Dell late-model servers implement this in their BIOS.

Just to throw a wrench in, look at how udev handles disks presently.
The same physical device is represented in at least 6 different ways:
/dev/disk/by-{id,label,path,uuid,edd} and /dev/sdX.  There was much
confusion at first when the /dev/hda IDE driver device names changed
to /dev/sda with the advent of libata.  People used these alternate
naming schemes to circumvent the problem.  The by-label and by-uuid
names didn't change.  Only the tools that hard-coded /dev/hda needed
to change.

Conceptually I'm looking for the same thing.  The kernel uses the
names ethN for most ethernet type devices.  However, there might be
logical names we would want to assign (public, private, dmz, ...), or
some form of BIOS-assigned (Gb1, Gb2 to match the label printed on the
chassis), or some form of physical placement names (eth_embedded1,
eth_embedded2, eth_slot1_1 and eth_slot1_2 for a multiport card),
etc.  Right now network devices have essentially one name; yes, you
can change it, at the peril of breaking all the tools that assume your
network cards are ethN, just as there was breakage for tools that
assumed disks were /dev/hda.  But you can't have the multiple names.

In Fedora 10 rawhide, I'm prepared to change the names of the network
devices from ethN to eth_s0_1 (first embedded NIC) very early in the
process and try to find what all breaks.  But it would be really nice
to be able to assign these other types of names to a device as well,
ideally without breaking tools that are counting on the ethN names.

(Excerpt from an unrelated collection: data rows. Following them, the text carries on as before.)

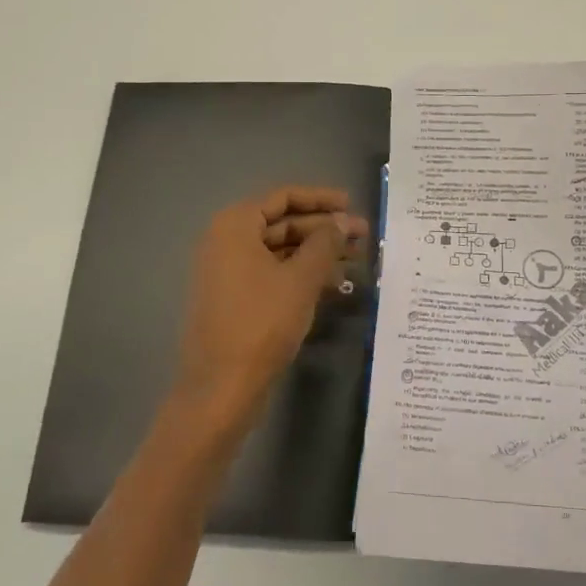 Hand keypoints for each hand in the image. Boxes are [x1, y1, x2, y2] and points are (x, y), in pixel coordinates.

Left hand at [169, 186, 368, 446]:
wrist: (222, 387)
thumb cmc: (262, 323)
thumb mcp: (301, 279)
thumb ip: (325, 243)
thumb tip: (345, 221)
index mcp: (235, 226)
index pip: (283, 198)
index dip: (321, 200)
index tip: (352, 205)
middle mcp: (226, 241)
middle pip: (282, 223)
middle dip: (323, 229)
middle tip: (363, 238)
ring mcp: (228, 272)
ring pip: (280, 251)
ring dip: (316, 253)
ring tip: (356, 261)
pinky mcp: (235, 299)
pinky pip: (272, 274)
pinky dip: (301, 274)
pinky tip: (333, 285) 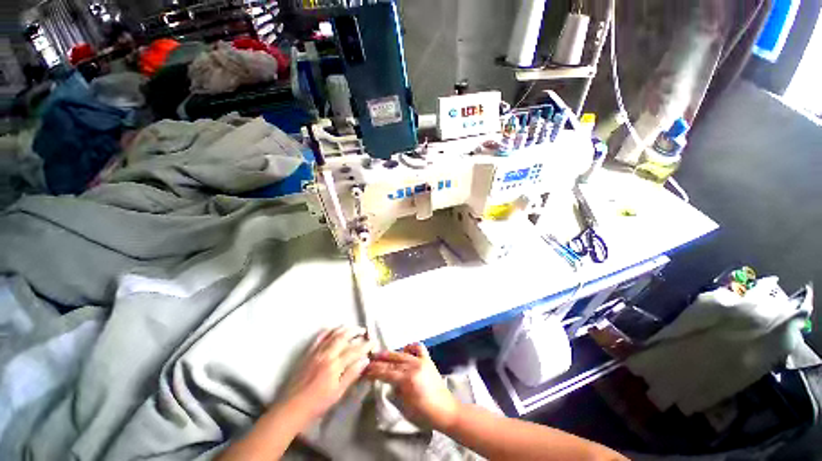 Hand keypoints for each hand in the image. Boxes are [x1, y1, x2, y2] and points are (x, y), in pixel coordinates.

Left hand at [282, 326, 373, 420]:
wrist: (291, 408)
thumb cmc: (317, 404)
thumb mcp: (338, 393)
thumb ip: (352, 374)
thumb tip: (365, 360)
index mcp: (335, 366)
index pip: (354, 351)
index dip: (365, 345)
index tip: (373, 342)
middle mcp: (326, 355)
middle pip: (343, 337)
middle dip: (355, 331)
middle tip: (364, 331)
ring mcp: (316, 352)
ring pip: (332, 334)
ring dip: (344, 329)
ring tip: (352, 328)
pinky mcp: (308, 353)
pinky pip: (319, 337)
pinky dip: (328, 331)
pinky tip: (333, 329)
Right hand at [364, 343, 459, 430]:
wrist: (445, 410)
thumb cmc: (424, 413)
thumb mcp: (404, 405)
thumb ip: (395, 389)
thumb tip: (387, 379)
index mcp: (407, 380)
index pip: (386, 372)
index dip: (373, 371)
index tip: (364, 370)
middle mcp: (414, 366)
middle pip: (392, 361)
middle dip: (378, 361)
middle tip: (368, 361)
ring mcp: (421, 361)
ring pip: (402, 353)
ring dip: (390, 354)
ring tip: (380, 355)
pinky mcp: (428, 359)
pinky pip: (417, 347)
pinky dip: (409, 347)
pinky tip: (404, 351)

Any options for doing so would be appreciated.

Thanks,
Matt


-- 
Matt Domsch
Linux ...
From: James Chapman
Date: Saturday, May 24, 2008 - 2:15 am

I can see why netdev name aliases might be useful but there are 
potential usability issues. One example is a user who tries to name a 
device eth_s0_1 and gets an error that the device already exists 
(because an alias already exists with that name), yet ifconfig etc 
doesn't list a device with that name. Confusion ensues. Also, kernel 
logs will use the real name in messages, which makes it harder for the 
user to locate messages of her device if she only knows it by its 
aliased name.

Wouldn't it be better to fix any applications that can't handle renamed 
devices?

-- 
James Chapman
Katalix Systems Ltd
http://www.katalix.com
Catalysts for your Embedded Linux software development

--

From: David Woodhouse
Date: Saturday, May 24, 2008 - 2:33 am

_Are_ there any such applications? Other than NetworkManager crapping
itself when the device name is too long, I'm not aware of any.

-- 
dwmw2

--

From: James Chapman
Date: Saturday, May 24, 2008 - 3:37 am

I think pppd is one such app (multilink and radius features may break), 
though this thread has only been concerned with eth devices so far. I'm 
sure I used a command line tool recently that was checking device names 
for eth%d patterns but I can't remember what it was now. :(

-- 
James Chapman
Katalix Systems Ltd
http://www.katalix.com
Catalysts for your Embedded Linux software development

--

From: Patrick McHardy
Date: Saturday, May 24, 2008 - 1:31 pm

iptraf uses device names to determine the device type:

char ifaces[][6] =
     { "lo", "eth", "sl", "ppp", "ippp", "plip", "fddi", "isdn", "dvb",
     "pvc", "hdlc", "ipsec", "sbni", "tr", "wvlan", "wlan", "sm2", "sm3",
     "pent", "lec", "brg", "tun", "tap", "cipcb", "tunl", "vlan", "ath",
     "ra"
};

and

         if (strncmp(ifname, "eth", 3) == 0)
             result = LINK_ETHERNET;
         else if (strncmp(ifname, "ath", 3) == 0)
             result = LINK_ETHERNET;
         else if (strncmp(ifname, "plip", 4) == 0)
             result = LINK_PLIP;
...
--

From: Jan Engelhardt
Date: Saturday, May 24, 2008 - 1:54 pm

Run `iptraf -u`, and it works with any name.
--

From: Patrick McHardy
Date: Saturday, May 24, 2008 - 8:07 pm

Thanks for the hint. Its stupid nevertheless.

--

From: David Miller
Date: Sunday, May 25, 2008 - 5:17 am

From: Patrick McHardy <kaber@trash.net>

I think it's stupid too.

Physical geography information for a device is available
to userspace already.  If tools want to present that to
the user in a suitable interface, fine.  But what is
being proposed here is not necessary to implement that.
--

From: Matt Domsch
Date: Tuesday, May 27, 2008 - 12:03 pm

OK, I'm just trying to understand how you would see this "feature"
being implemented in userspace.  Advice welcome.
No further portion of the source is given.